Además, comprobar que no se es perfecto cuando esa es nuestra meta, baja la autoestima y genera una sensación de incapacidad. No sentirnos a gusto con lo que estamos haciendo impide que nos valoremos y puede producir el efecto contrario. Entra en juego una creencia que sólo admite dos opciones: bien y mal. Es decir, que si no logramos ser  perfectos es que todo lo hacemos mal. Y, ¿quién puede vivir con esa idea? Pensar que todo lo que hacemos es un desastre nos desmotiva y no deja que construyamos nuevas metas. Nos roba la fuerza y la energía para ponernos en marcha. Debemos alimentar el afán de superación para seguir luchando, sin embargo, el perfeccionismo lo destruye.
Un detalle más a tener en cuenta es que no sólo afecta a la propia persona sino que todos los que le rodean también sufren las consecuencias. Esta búsqueda incesante puede conllevar un alejamiento de los demás sin darnos cuenta. Si alardeamos de buscar la perfección y hacerlo todo bien, quienes nos rodean se pueden sentir inferiores o no aceptados por creer que no llegan a nuestras exigencias. Todos sabemos que no lo hacemos todo bien, tenemos nuestros defectos y nuestras virtudes. Pero compararnos con alguien que sólo tolera lo que está bien hecho hace que nos sintamos inseguros. Sentimos que nuestros defectos son tan grandes que no se pueden esconder y que eso es lo único que se ve porque nuestras virtudes son demasiado insignificantes para alguien que no comete fallos.
Pensándolo fríamente es una paradoja. Por un lado, está la propia persona que cree que no hace nada bien y, por el otro, están los que la rodean pensando que nunca van a ser aceptados por alguien “perfecto”. Así conseguimos crear barreras imaginarias que impiden sentirnos bien con nosotros mismos y disfrutar de la vida.

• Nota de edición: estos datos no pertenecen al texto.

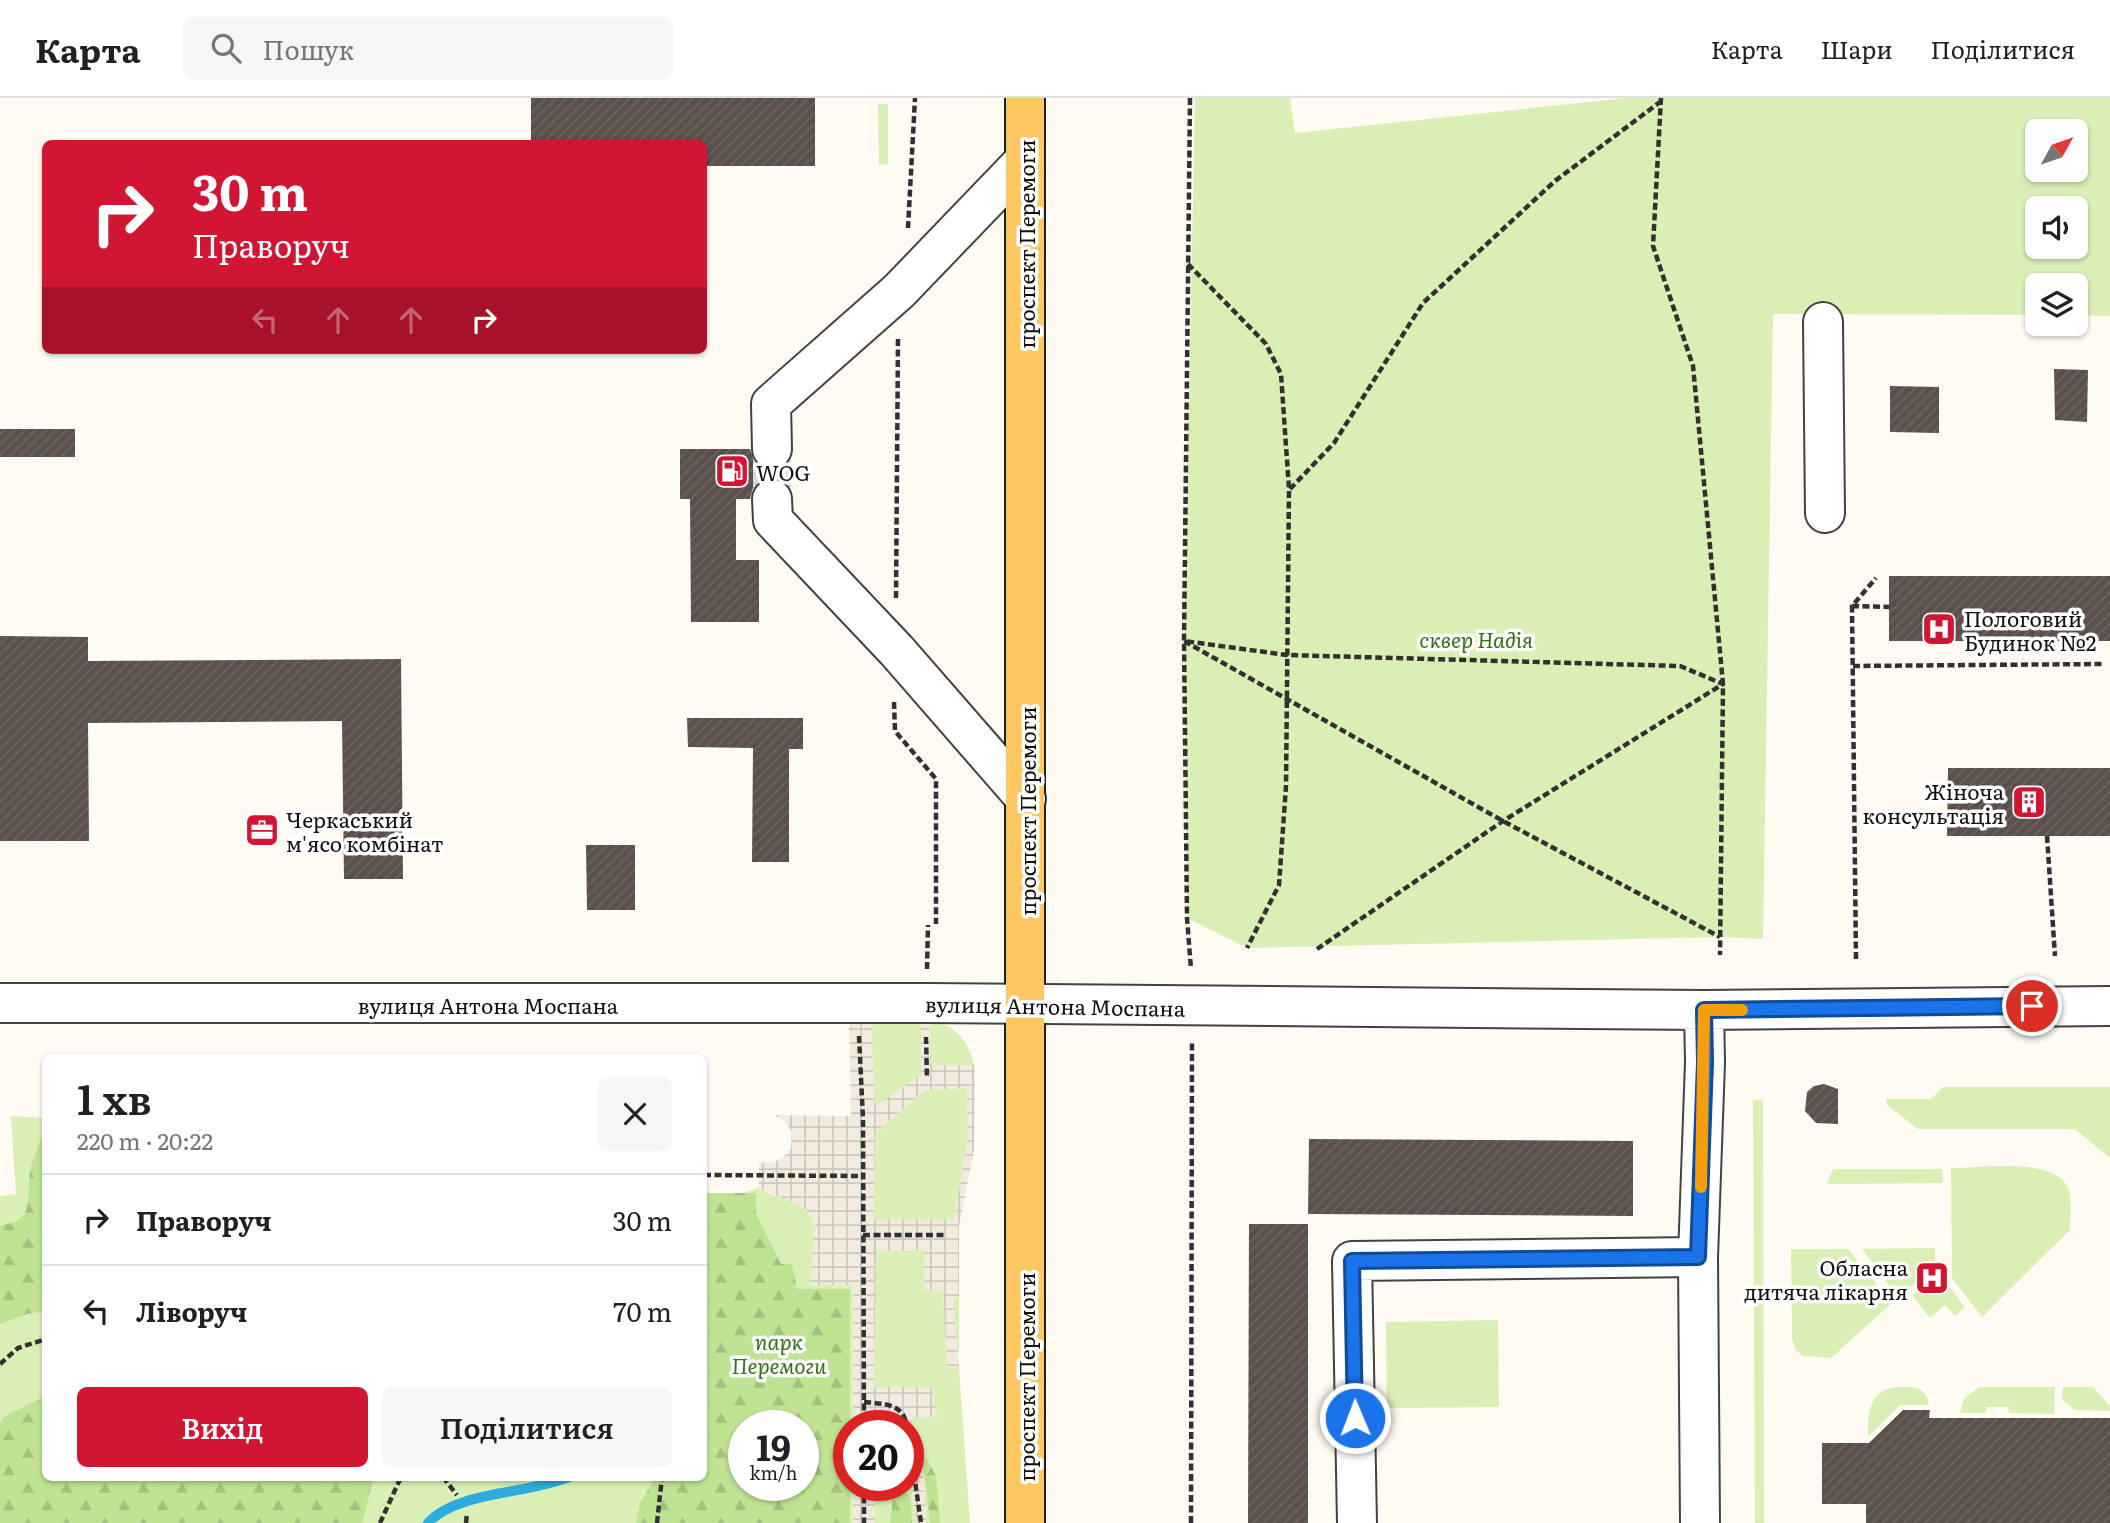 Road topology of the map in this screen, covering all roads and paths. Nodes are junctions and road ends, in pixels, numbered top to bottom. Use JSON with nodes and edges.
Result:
{"nodes":[{"id":1,"x":915,"y":98,"type":"edge"},
{"id":2,"x":1025,"y":98,"type":"edge"},
{"id":3,"x":1190,"y":98,"type":"edge"},
{"id":4,"x":1661,"y":100,"type":"edge"},
{"id":5,"x":1025,"y":160,"type":"junction"},
{"id":6,"x":907,"y":236,"type":"dead end"},
{"id":7,"x":1188,"y":264,"type":"junction"},
{"id":8,"x":899,"y":291,"type":"junction"},
{"id":9,"x":1823,"y":322,"type":"dead end"},
{"id":10,"x":772,"y":449,"type":"tunnel mouth"},
{"id":11,"x":1289,"y":489,"type":"junction"},
{"id":12,"x":772,"y":499,"type":"tunnel mouth"},
{"id":13,"x":1825,"y":513,"type":"dead end"},
{"id":14,"x":1876,"y":578,"type":"dead end"},
{"id":15,"x":896,"y":604,"type":"dead end"},
{"id":16,"x":1853,"y":606,"type":"junction"},
{"id":17,"x":1889,"y":607,"type":"dead end"},
{"id":18,"x":1184,"y":641,"type":"junction"},
{"id":19,"x":1287,"y":655,"type":"junction"},
{"id":20,"x":2102,"y":664,"type":"dead end"},
{"id":21,"x":1853,"y":666,"type":"junction"},
{"id":22,"x":1723,"y":684,"type":"junction"},
{"id":23,"x":1286,"y":698,"type":"junction"},
{"id":24,"x":894,"y":701,"type":"dead end"},
{"id":25,"x":1026,"y":799,"type":"junction"},
{"id":26,"x":1503,"y":821,"type":"junction"},
{"id":27,"x":2047,"y":836,"type":"dead end"},
{"id":28,"x":936,"y":924,"type":"dead end"},
{"id":29,"x":1720,"y":937,"type":"junction"},
{"id":30,"x":1247,"y":948,"type":"dead end"},
{"id":31,"x":1317,"y":949,"type":"dead end"},
{"id":32,"x":1720,"y":955,"type":"dead end"},
{"id":33,"x":2055,"y":956,"type":"dead end"},
{"id":34,"x":1856,"y":959,"type":"dead end"},
{"id":35,"x":0,"y":1003,"type":"edge"},
{"id":36,"x":857,"y":1004,"type":"junction"},
{"id":37,"x":1024,"y":1005,"type":"junction"},
{"id":38,"x":2110,"y":1006,"type":"edge"},
{"id":39,"x":1193,"y":1007,"type":"junction"},
{"id":40,"x":1704,"y":1010,"type":"junction"},
{"id":41,"x":707,"y":1175,"type":"edge"},
{"id":42,"x":863,"y":1176,"type":"junction"},
{"id":43,"x":863,"y":1235,"type":"junction"},
{"id":44,"x":946,"y":1235,"type":"dead end"},
{"id":45,"x":1698,"y":1257,"type":"junction"},
{"id":46,"x":42,"y":1340,"type":"edge"},
{"id":47,"x":0,"y":1364,"type":"edge"},
{"id":48,"x":863,"y":1402,"type":"junction"},
{"id":49,"x":863,"y":1410,"type":"edge"},
{"id":50,"x":898,"y":1410,"type":"edge"},
{"id":51,"x":399,"y":1481,"type":"edge"},
{"id":52,"x":446,"y":1481,"type":"edge"},
{"id":53,"x":662,"y":1481,"type":"edge"},
{"id":54,"x":457,"y":1495,"type":"dead end"},
{"id":55,"x":864,"y":1501,"type":"edge"},
{"id":56,"x":918,"y":1501,"type":"edge"},
{"id":57,"x":467,"y":1513,"type":"dead end"},
{"id":58,"x":380,"y":1523,"type":"edge"},
{"id":59,"x":466,"y":1523,"type":"edge"},
{"id":60,"x":657,"y":1523,"type":"edge"},
{"id":61,"x":864,"y":1523,"type":"edge"},
{"id":62,"x":921,"y":1523,"type":"edge"},
{"id":63,"x":1025,"y":1523,"type":"edge"},
{"id":64,"x":1191,"y":1523,"type":"edge"},
{"id":65,"x":1357,"y":1523,"type":"edge"},
{"id":66,"x":1700,"y":1523,"type":"edge"}],
"edges":[{"from":1,"to":6,"type":"path"},
{"from":2,"to":5,"type":"main road","name":"проспект Перемоги"},
{"from":3,"to":7,"type":"path"},
{"from":4,"to":11,"type":"path"},
{"from":4,"to":22,"type":"path"},
{"from":5,"to":8,"type":"street"},
{"from":5,"to":25,"type":"main road","name":"проспект Перемоги"},
{"from":7,"to":11,"type":"path"},
{"from":7,"to":18,"type":"path"},
{"from":8,"to":10,"type":"street"},
{"from":8,"to":15,"type":"path"},
{"from":9,"to":13,"type":"street"},
{"from":11,"to":19,"type":"path"},
{"from":12,"to":25,"type":"street"},
{"from":14,"to":16,"type":"path"},
{"from":16,"to":17,"type":"path"},
{"from":16,"to":21,"type":"path"},
{"from":18,"to":19,"type":"path"},
{"from":18,"to":23,"type":"path"},
{"from":18,"to":39,"type":"path"},
{"from":19,"to":22,"type":"path"},
{"from":19,"to":23,"type":"path"},
{"from":20,"to":21,"type":"path"},
{"from":21,"to":34,"type":"path"},
{"from":22,"to":26,"type":"path"},
{"from":22,"to":29,"type":"path"},
{"from":23,"to":26,"type":"path"},
{"from":23,"to":30,"type":"path"},
{"from":24,"to":28,"type":"path"},
{"from":25,"to":37,"type":"main road","name":"проспект Перемоги"},
{"from":26,"to":29,"type":"path"},
{"from":26,"to":31,"type":"path"},
{"from":27,"to":33,"type":"path"},
{"from":29,"to":32,"type":"path"},
{"from":35,"to":36,"type":"street","name":"вулиця Антона Моспана"},
{"from":36,"to":37,"type":"street","name":"вулиця Антона Моспана"},
{"from":36,"to":42,"type":"path"},
{"from":37,"to":39,"type":"street","name":"вулиця Антона Моспана"},
{"from":37,"to":63,"type":"main road","name":"проспект Перемоги"},
{"from":38,"to":40,"type":"street","name":"вулиця Антона Моспана"},
{"from":39,"to":40,"type":"street","name":"вулиця Антона Моспана"},
{"from":39,"to":64,"type":"path"},
{"from":40,"to":45,"type":"street"},
{"from":41,"to":42,"type":"path"},
{"from":42,"to":43,"type":"path"},
{"from":43,"to":44,"type":"path"},
{"from":43,"to":48,"type":"path"},
{"from":45,"to":65,"type":"street"},
{"from":45,"to":66,"type":"street"},
{"from":46,"to":47,"type":"path"},
{"from":48,"to":49,"type":"path"},
{"from":48,"to":50,"type":"path"},
{"from":51,"to":58,"type":"path"},
{"from":52,"to":54,"type":"path"},
{"from":53,"to":60,"type":"path"},
{"from":55,"to":61,"type":"path"},
{"from":56,"to":62,"type":"path"},
{"from":57,"to":59,"type":"path"}]}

martes, 17 de abril de 2012

Lectura de pensamiento


Todos, alguna vez, hemos fantaseado con la posibilidad de saber lo que está pensando quien tenemos en frente. Creemos que leer la mente de los demás sería la solución a todas las dudas e inseguridades que tenemos pero no nos damos cuenta de que, en realidad, eso ya lo hacemos.
La paradoja es que la lectura que nosotros hacemos es lo que nos produce esa inseguridad y provoca conflictos en la (in)comunicación. Lo que nos gustaría es saber exactamente por qué alguien actúa de la manera que lo hace para poder entender cómo y por qué nos afecta a nosotros mismos. Lo sencillo sería preguntar ante la duda pero, por ser tan obvio, no lo hacemos y preferimos imaginarlo. También es cierto, que no podemos estar siempre preguntando a los otros por la razón de sus actos, sería absurdo.
En la comunicación la mayoría de los mensajes son subjetivos, tienen un valor diferente y único para cada uno de los interlocutores. El significado o la intención de las palabras puede variar dependiendo del contexto pero también de nuestra personalidad o de nuestro estado de ánimo. Cuando conocemos a las personas con las que nos relacionamos tenemos un esquema de cómo son y cómo se comportan y, en función de eso, interpretamos lo que nos dice y  lo que hace. La mayoría de las ocasiones, hay un acuerdo entre las dos partes y la comunicación es buena.
Estos esquemas los creamos nosotros mismos y son totalmente arbitrarios. Se construyen a base de nuestra experiencia y de nuestra percepción. Pero la percepción no es objetiva ni mucho menos; lo primero es que nosotros nos fijamos en aquello que nos interesa y, después, le damos un significado emocional.  Por eso a veces la verdadera intención del interlocutor y la percibida por nosotros no coincide y fracasa la comunicación.
El fracaso, en este punto, se suele dar cuando nos afecta el comportamiento de las otras personas. Si algo nos afecta, especialmente, de forma negativa buscamos una explicación en la otra persona atribuyendo una intención y asignándole unos pensamientos que a menudo no tienen nada que ver con la realidad.
Por ejemplo, si alguien nos hace daño no creemos que sea mala persona pero sí creemos que sabe lo que ha hecho y el efecto que ha provocado en nosotros. En consecuencia, pensamos que le da igual y que es muy egoísta por su parte haber actuado de esa manera. A su vez, nosotros nos sentimos mal porque, debido a nuestra interpretación, la única solución que nos queda es pensar que no le importamos lo suficiente a esa persona que nos ha herido. Y eso nos hace sentirnos aún peor. El razonamiento subyacente es que si alguien importante para nosotros nos hace daño es porque en realidad no nos quiere lo suficiente o no nos respeta y, por tanto, nos sentimos solos, abandonados y desprotegidos.
Ahora bien, ¿la otra persona, el malintencionado, dónde queda? En toda esta vorágine de pensamientos negativos en que nos hemos metido no hemos pensado ni por un momento en comprobar si es cierto lo que pensamos y, mucho menos, se nos ha pasado por la cabeza expresar nuestro malestar. Pero lo que sí hacemos es actuar conforme a nuestra particular interpretación de los actos de la otra persona. Probablemente, nuestro interlocutor ni se haya dado cuenta del efecto que nos ha causado porque el significado se lo dimos nosotros mismos en función de nuestro estado de ánimo y nuestras circunstancias personales.
Así pues, ver nuestra reacción (en concordancia con lo que creemos pero en disonancia con la verdadera intención del otro), será cuanto menos sorprendente. ¿Qué le queda al otro? Las mismas alternativas que nosotros tuvimos en un principio: interpretar o preguntar.
Si pregunta se podrá restablecer la comunicación y solucionar el conflicto. Si interpreta o intenta leer nuestro pensamiento iniciará por su parte otra espiral de pensamientos negativos que llevarán a una ruptura total en la comunicación y a un conflicto aún mayor.
A menudo nos quejamos de nuestra falta de tiempo y del estrés que esto nos genera. Sin querer, nos dedicamos a perderlo intentado leer la mente de otras personas, olvidándonos de buscar evidencias de la realidad que presuponemos y sin preguntar a los interesados si es cierto o no lo que imaginamos llegando a la incomunicación y a la soledad, absurdamente, autoimpuesta.